The FLS creates incentives for banks and building societies to boost their lending to the UK real economy by reducing their funding costs, which in turn allows them to reduce the price of new loans. Market funding costs have fallen significantly since the announcement of the FLS and this has reduced the incentive to draw on FLS funding for some participants. FLS funding remains a backstop source of funding for all participants should market conditions deteriorate.
 
Following the falls in funding costs, interest rates on mortgages and personal loans have fallen significantly since the start of the FLS, as shown in Chart 1, with continued decreases in recent months. There is also evidence that the price and availability of lending to businesses has improved since the Scheme began and this trend has continued in recent months. A range of evidence suggests that credit availability has increased and the cost of credit has decreased for larger businesses. The picture for the conditions faced by small and medium-sized businesses is more mixed, but survey evidence from the Federation of Small Businesses suggests that the pricing of loans for small businesses was more favourable in 2013 Q2 than in mid-2012.
 
The aim of the FLS is to encourage more lending to the UK economy than would have been the case in the absence of the Scheme. In aggregate, net lending was broadly flat in Q2, continuing the trend seen since the Scheme was launched. That is likely to reflect several factors, including the typical lags between improvements in credit supply and higher lending volumes, as well as subdued credit demand.  Prior to the launch of the FLS in July 2012, Bank staff judged that UK bank lending was more likely to decline than increase over the subsequent 18 months. Looking ahead, net lending is projected to pick up modestly over the second half of the year. Further discussion of the outlook for lending is available in the Inflation Report.
 
The data published today show that in 2013 Q2, lending by FLS participants (£1.6bn) was slightly stronger than the aggregate net lending figure published for Q2 (-£2.1bn), in large part because net lending by non-FLS participants was negative in Q2. The data also reveal differences in net lending volumes across FLS participants. As in previous quarters, some large groups’ net lending has been constrained by the desire to reduce their so-called ‘non-core’ loan portfolios, in order to repair balance sheets and, for some, to comply with State Aid conditions. These constraints are likely to ease for some of these banks in future.

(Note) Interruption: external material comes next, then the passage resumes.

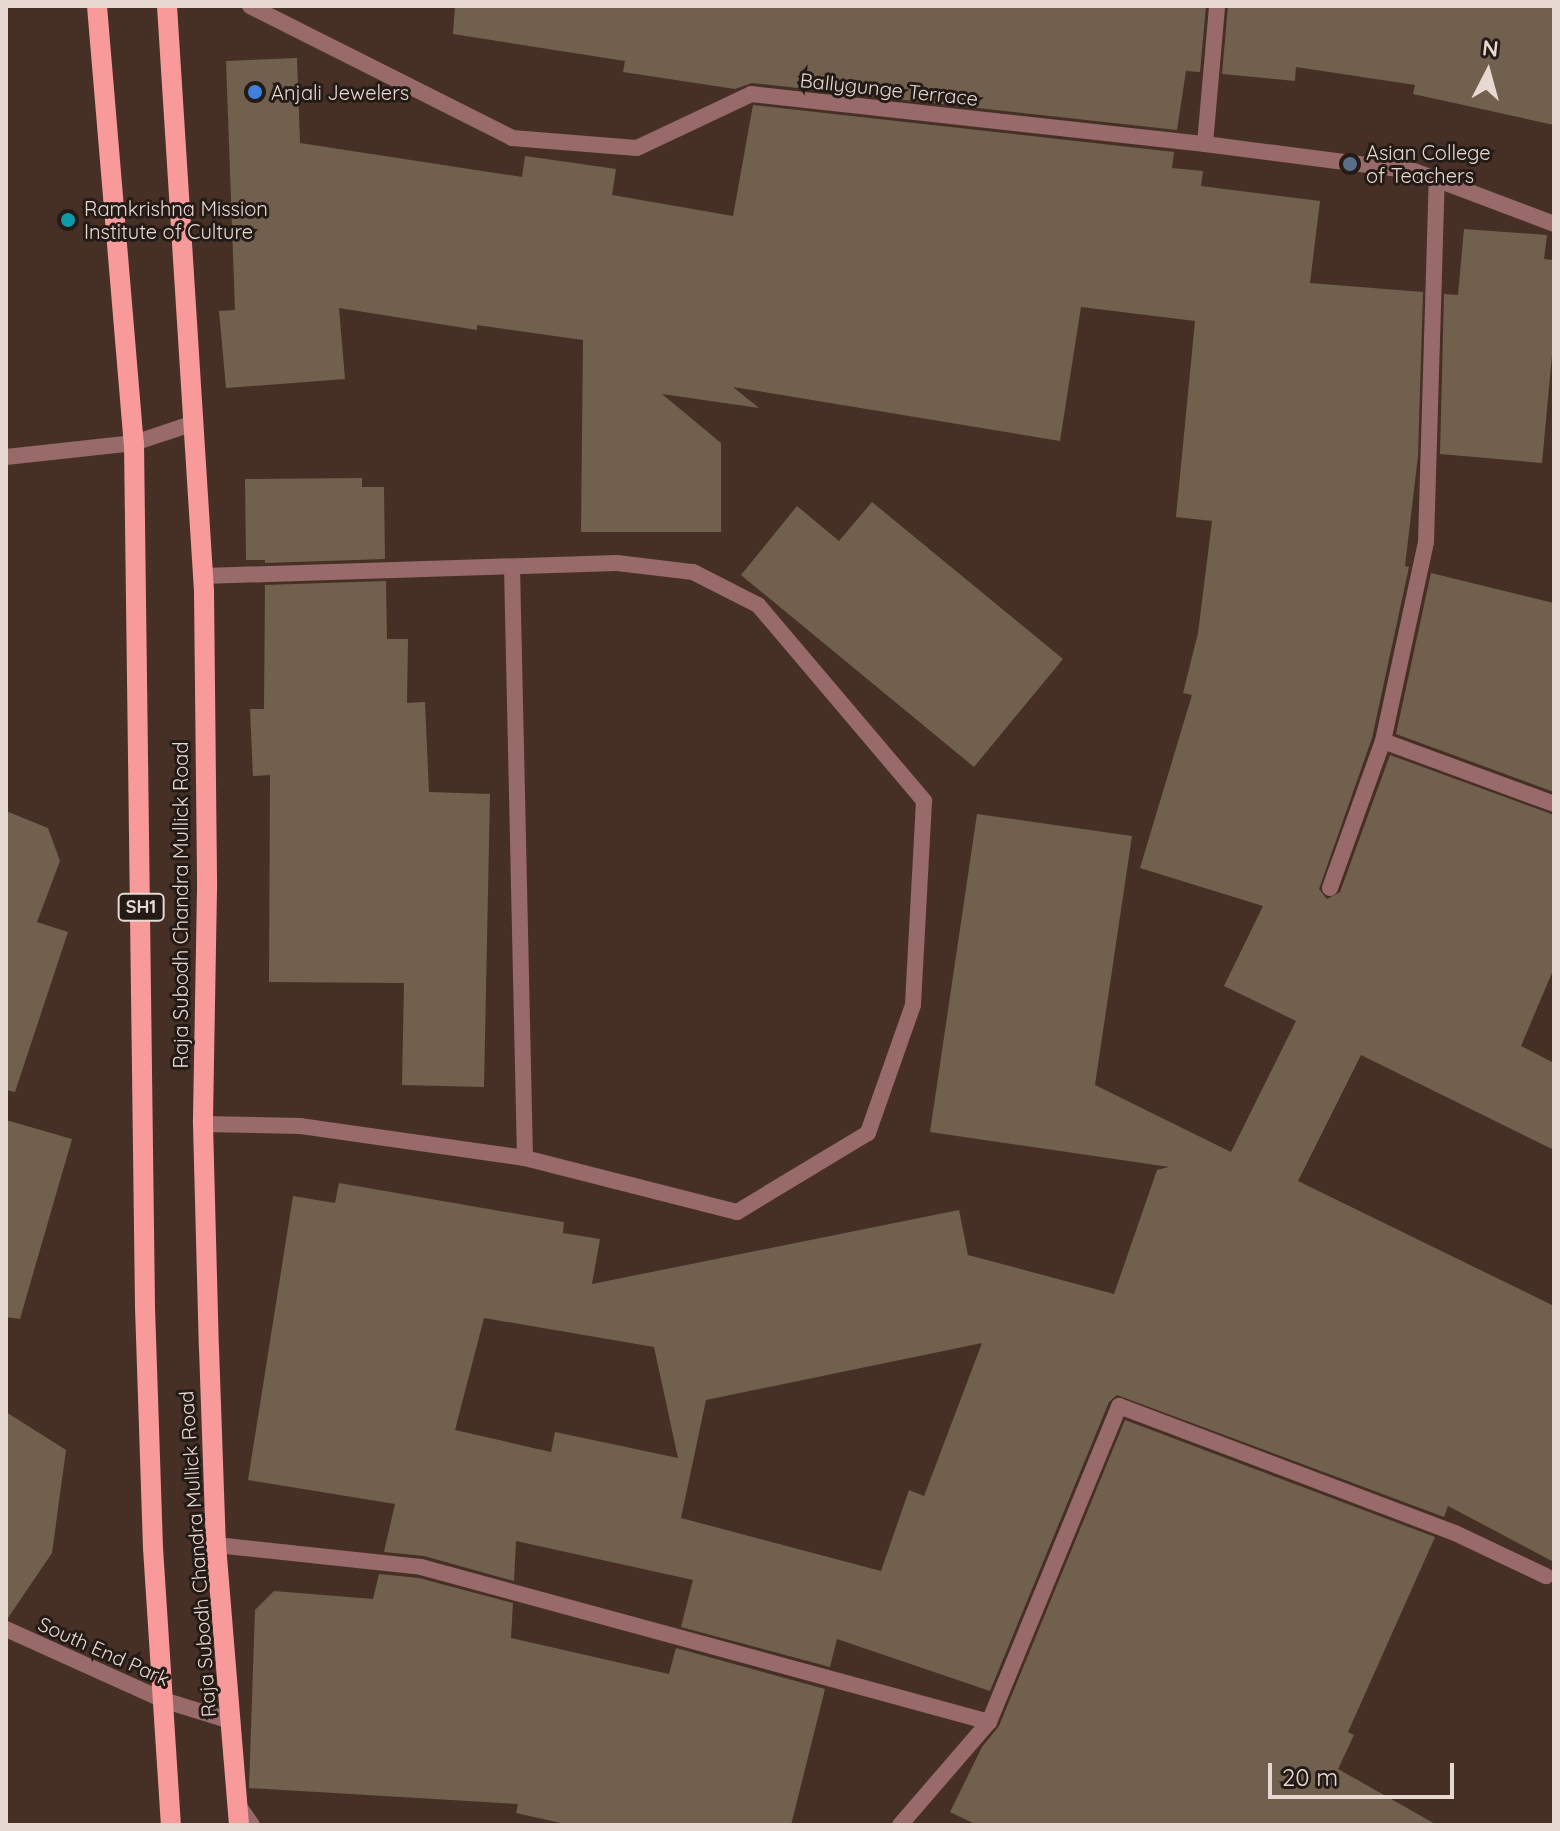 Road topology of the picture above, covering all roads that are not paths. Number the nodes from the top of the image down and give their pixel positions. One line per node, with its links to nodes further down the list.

There have also been differences in lending across different sectors of the economy. Aggregate net lending to individuals has been positive recently and picked up slightly in 2013 Q2. And mortgage approvals for house purchase – which tend to lead net mortgage lending by a few months – edged higher in Q2, suggesting that lending to individuals is likely to increase further.

Aggregate net lending to businesses remained negative in 2013 Q2. Within the total, lending to large companies was weak. But this is likely to partly reflect the continued use of alternative forms of finance by larger companies, who are better able to access capital markets. Net corporate bond issuance in the first half of 2013 was robust.
 
Net lending to small and medium-sized enterprises (SMEs) was also negative in 2013 Q2, but the growth rate was less negative than for large companies. Going forward, SME credit conditions should be supported by the extension to the FLS announced in April, which provides additional incentives for participants to increase lending to SMEs both this year and in 2014. A large proportion of FLS participants have indicated their intention to participate in the extended Scheme.
 
The extension to the Scheme also gave FLS participants the option to include lending involving certain non-bank providers of credit to households and businesses within their lending figures for the last three quarters of 2013. Two groups have chosen to activate this option – these are denoted by an asterisk in the usage and lending data table.

Brian Murphy, head of lending at Mortgage Advice Bureau (MAB), comments:

“The success of the Funding for Lending Scheme’s (FLS) has been clearly demonstrated by banks and building societies boosting lending and reducing costs, with benefits of cheaper funding rife in the mortgage market. Since the start of the scheme average fixed-rate mortgages have fallen by at least one percentage point across two, three and five year deals, while total product numbers have soared to over 10,000 for the first time in five years.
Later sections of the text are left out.